WASHINGTON (Gray DC) -- A Missouri farmer leaves his fields for the swamp as he makes the case to lawmakers that international trade wars are hurting his family business. Our Washington Reporter Alana Austin catches up with him on Capitol Hill.
“There is a point when you have to draw the line and you have to get out of the business," said Casey Guernsey, Americans for Farmers & Families spokesman.
From droughts, to rising equipment costs and declining prices, Guernsey says farmers have weathered many storms. While he believes President Donald Trump wants to help farmers, he says recent tariffs could be the last straw.
“I may very well be the last generation of my family to farm," said Guernsey.
Guernsey - a former GOP state lawmaker who supported Trump in the 2016 election - is on Capitol Hill calling on policy-makers to settle these diplomatic disputes.

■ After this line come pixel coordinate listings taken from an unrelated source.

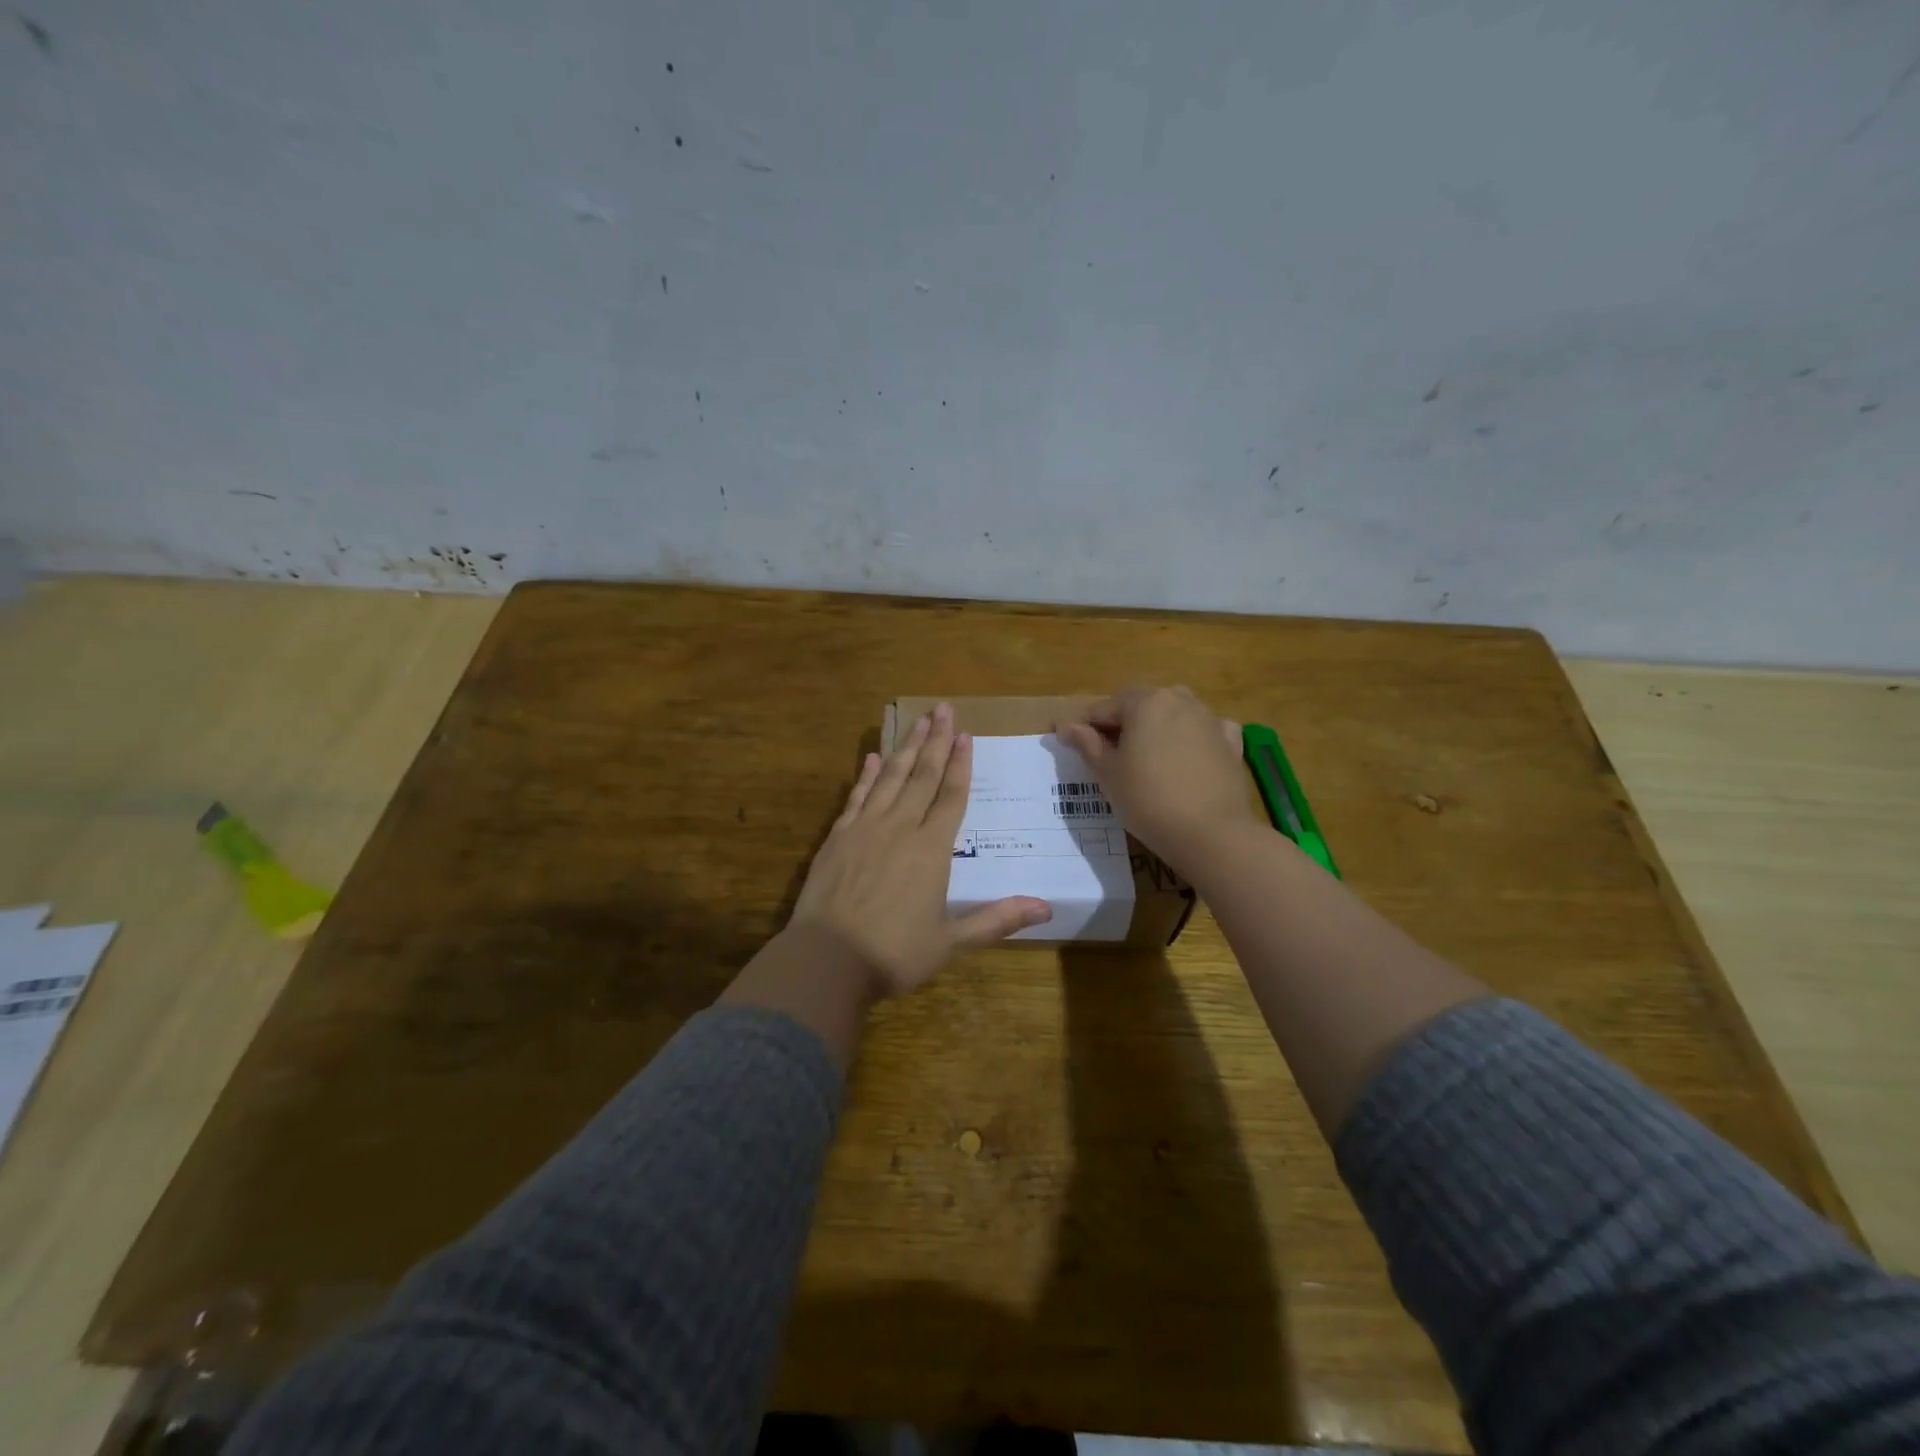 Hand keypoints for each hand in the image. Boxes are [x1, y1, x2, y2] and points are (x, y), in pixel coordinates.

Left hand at [789, 703, 1052, 998]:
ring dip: (905, 747)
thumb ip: (997, 920)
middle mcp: (899, 829)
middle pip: (921, 776)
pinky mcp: (837, 837)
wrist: (826, 961)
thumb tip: (1047, 908)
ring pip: (889, 778)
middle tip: (943, 709)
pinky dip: (866, 775)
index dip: (960, 765)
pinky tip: (872, 757)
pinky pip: (856, 797)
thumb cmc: (893, 954)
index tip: (966, 735)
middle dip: (935, 741)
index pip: (951, 797)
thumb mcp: (951, 943)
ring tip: (918, 720)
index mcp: (931, 851)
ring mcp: (864, 829)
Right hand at [1056, 685, 1257, 864]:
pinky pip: (1205, 731)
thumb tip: (1066, 726)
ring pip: (1173, 716)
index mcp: (1145, 701)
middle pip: (1141, 706)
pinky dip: (1192, 739)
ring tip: (1147, 761)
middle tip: (1111, 758)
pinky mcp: (1231, 743)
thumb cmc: (1147, 799)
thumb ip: (1087, 744)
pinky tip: (1187, 758)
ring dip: (1157, 730)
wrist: (1211, 833)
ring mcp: (1209, 719)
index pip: (1104, 708)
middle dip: (1123, 725)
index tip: (1075, 750)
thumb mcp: (1107, 774)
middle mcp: (1179, 700)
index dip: (1086, 728)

Recently the Trump administration announced tariffs on steel and aluminum, saying they want to stop unfair trade deals. That led to retaliation from China, Canada, Mexico and the EU.

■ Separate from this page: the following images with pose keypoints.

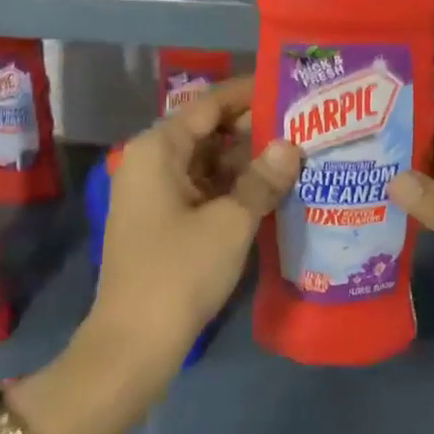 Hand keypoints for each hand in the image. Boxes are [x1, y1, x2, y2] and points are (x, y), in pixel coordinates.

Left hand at [90, 76, 301, 371]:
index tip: (287, 85)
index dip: (249, 93)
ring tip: (295, 153)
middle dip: (253, 129)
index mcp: (159, 148)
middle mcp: (152, 161)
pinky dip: (232, 187)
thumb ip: (263, 179)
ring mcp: (155, 193)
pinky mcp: (162, 221)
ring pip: (207, 161)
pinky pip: (202, 188)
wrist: (132, 347)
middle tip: (302, 124)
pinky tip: (270, 189)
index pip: (210, 104)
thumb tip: (290, 145)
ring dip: (246, 161)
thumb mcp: (230, 222)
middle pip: (208, 131)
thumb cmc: (179, 272) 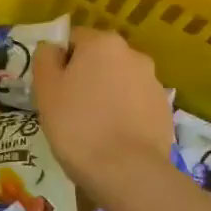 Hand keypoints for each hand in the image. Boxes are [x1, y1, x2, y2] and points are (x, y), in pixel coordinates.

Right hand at [32, 27, 172, 197]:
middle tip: (69, 108)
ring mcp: (153, 82)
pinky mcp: (164, 109)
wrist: (128, 172)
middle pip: (99, 58)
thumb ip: (45, 58)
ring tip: (93, 127)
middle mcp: (133, 54)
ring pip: (119, 81)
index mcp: (102, 43)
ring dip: (106, 94)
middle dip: (85, 76)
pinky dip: (124, 113)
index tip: (53, 89)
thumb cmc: (77, 125)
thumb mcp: (46, 89)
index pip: (73, 39)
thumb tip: (52, 49)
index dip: (59, 62)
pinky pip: (136, 103)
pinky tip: (114, 138) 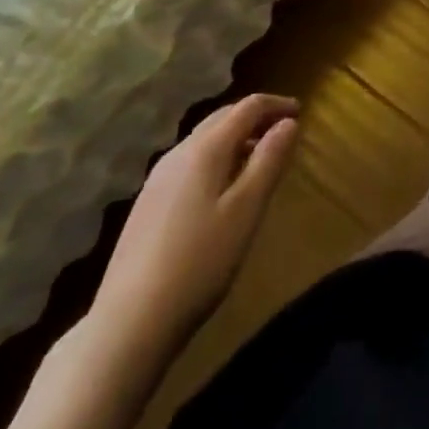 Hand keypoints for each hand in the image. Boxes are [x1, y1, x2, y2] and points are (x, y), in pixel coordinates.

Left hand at [92, 94, 299, 357]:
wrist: (128, 324)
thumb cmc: (200, 262)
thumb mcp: (247, 210)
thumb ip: (269, 160)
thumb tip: (289, 123)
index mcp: (205, 149)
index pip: (247, 107)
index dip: (276, 104)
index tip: (300, 113)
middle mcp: (178, 154)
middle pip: (222, 118)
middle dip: (255, 117)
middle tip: (283, 131)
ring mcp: (157, 180)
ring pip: (204, 141)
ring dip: (235, 139)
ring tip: (259, 160)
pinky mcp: (147, 206)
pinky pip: (190, 164)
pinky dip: (216, 160)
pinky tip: (223, 191) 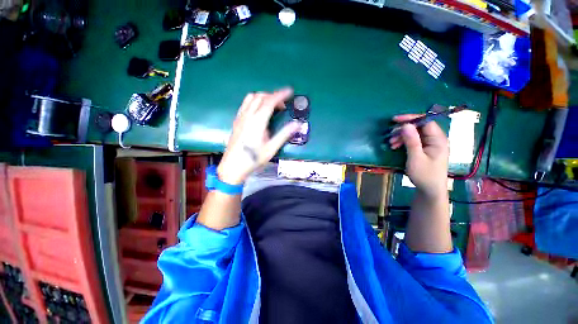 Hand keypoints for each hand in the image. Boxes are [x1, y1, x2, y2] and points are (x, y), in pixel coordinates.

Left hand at [217, 88, 301, 184]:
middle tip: (282, 106)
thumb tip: (297, 124)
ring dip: (262, 97)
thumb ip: (284, 134)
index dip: (281, 95)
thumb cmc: (253, 159)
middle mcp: (248, 115)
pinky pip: (245, 104)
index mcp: (258, 121)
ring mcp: (240, 117)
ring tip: (271, 107)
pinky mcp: (236, 121)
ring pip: (251, 98)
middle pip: (260, 96)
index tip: (290, 92)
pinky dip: (254, 102)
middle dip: (273, 96)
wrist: (233, 166)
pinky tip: (258, 112)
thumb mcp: (271, 148)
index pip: (270, 101)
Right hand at [389, 115, 448, 198]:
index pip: (425, 121)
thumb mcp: (416, 157)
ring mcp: (430, 144)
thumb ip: (412, 141)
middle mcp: (435, 139)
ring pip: (414, 134)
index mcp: (438, 139)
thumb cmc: (424, 174)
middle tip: (390, 136)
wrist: (430, 190)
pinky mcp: (425, 149)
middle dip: (403, 130)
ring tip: (391, 144)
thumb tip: (406, 125)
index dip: (410, 118)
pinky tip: (395, 146)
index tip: (395, 120)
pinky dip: (403, 142)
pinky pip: (414, 141)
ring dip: (401, 137)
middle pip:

“The President is not wrong whenever he says that the trading roles are skewed against the United States," said Arkansas Republican Senator Tom Cotton.

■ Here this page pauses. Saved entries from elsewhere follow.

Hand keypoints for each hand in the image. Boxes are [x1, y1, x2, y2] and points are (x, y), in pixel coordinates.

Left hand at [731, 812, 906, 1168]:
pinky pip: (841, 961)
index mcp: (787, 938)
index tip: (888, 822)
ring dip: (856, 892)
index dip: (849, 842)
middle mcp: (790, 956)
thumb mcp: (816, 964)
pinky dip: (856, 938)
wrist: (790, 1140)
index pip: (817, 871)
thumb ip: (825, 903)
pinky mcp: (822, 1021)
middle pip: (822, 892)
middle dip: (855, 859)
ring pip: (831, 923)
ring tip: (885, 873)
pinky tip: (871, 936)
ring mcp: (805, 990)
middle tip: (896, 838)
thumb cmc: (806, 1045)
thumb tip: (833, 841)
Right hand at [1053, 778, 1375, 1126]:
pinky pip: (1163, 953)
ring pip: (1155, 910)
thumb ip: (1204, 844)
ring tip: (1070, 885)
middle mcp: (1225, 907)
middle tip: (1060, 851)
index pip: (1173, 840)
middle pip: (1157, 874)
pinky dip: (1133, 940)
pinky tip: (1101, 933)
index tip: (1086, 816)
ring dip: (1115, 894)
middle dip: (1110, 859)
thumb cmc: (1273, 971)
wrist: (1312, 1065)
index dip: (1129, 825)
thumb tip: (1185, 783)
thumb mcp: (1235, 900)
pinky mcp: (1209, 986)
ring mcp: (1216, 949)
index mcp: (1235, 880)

Cotton points out the White House has promised a plan to provide relief to farmers caught in the cross-fire of a trade war.
But the details of that long-promised plan have yet to emerge. Meantime, farmers in the region are feeling the pain.
“I do worry about the impact that it has on some of our Arkansas businesses, our farmers, our ranchers, our foresters,” said Cotton.
And more pain may be coming - new tariffs from Canada take effect July 1st.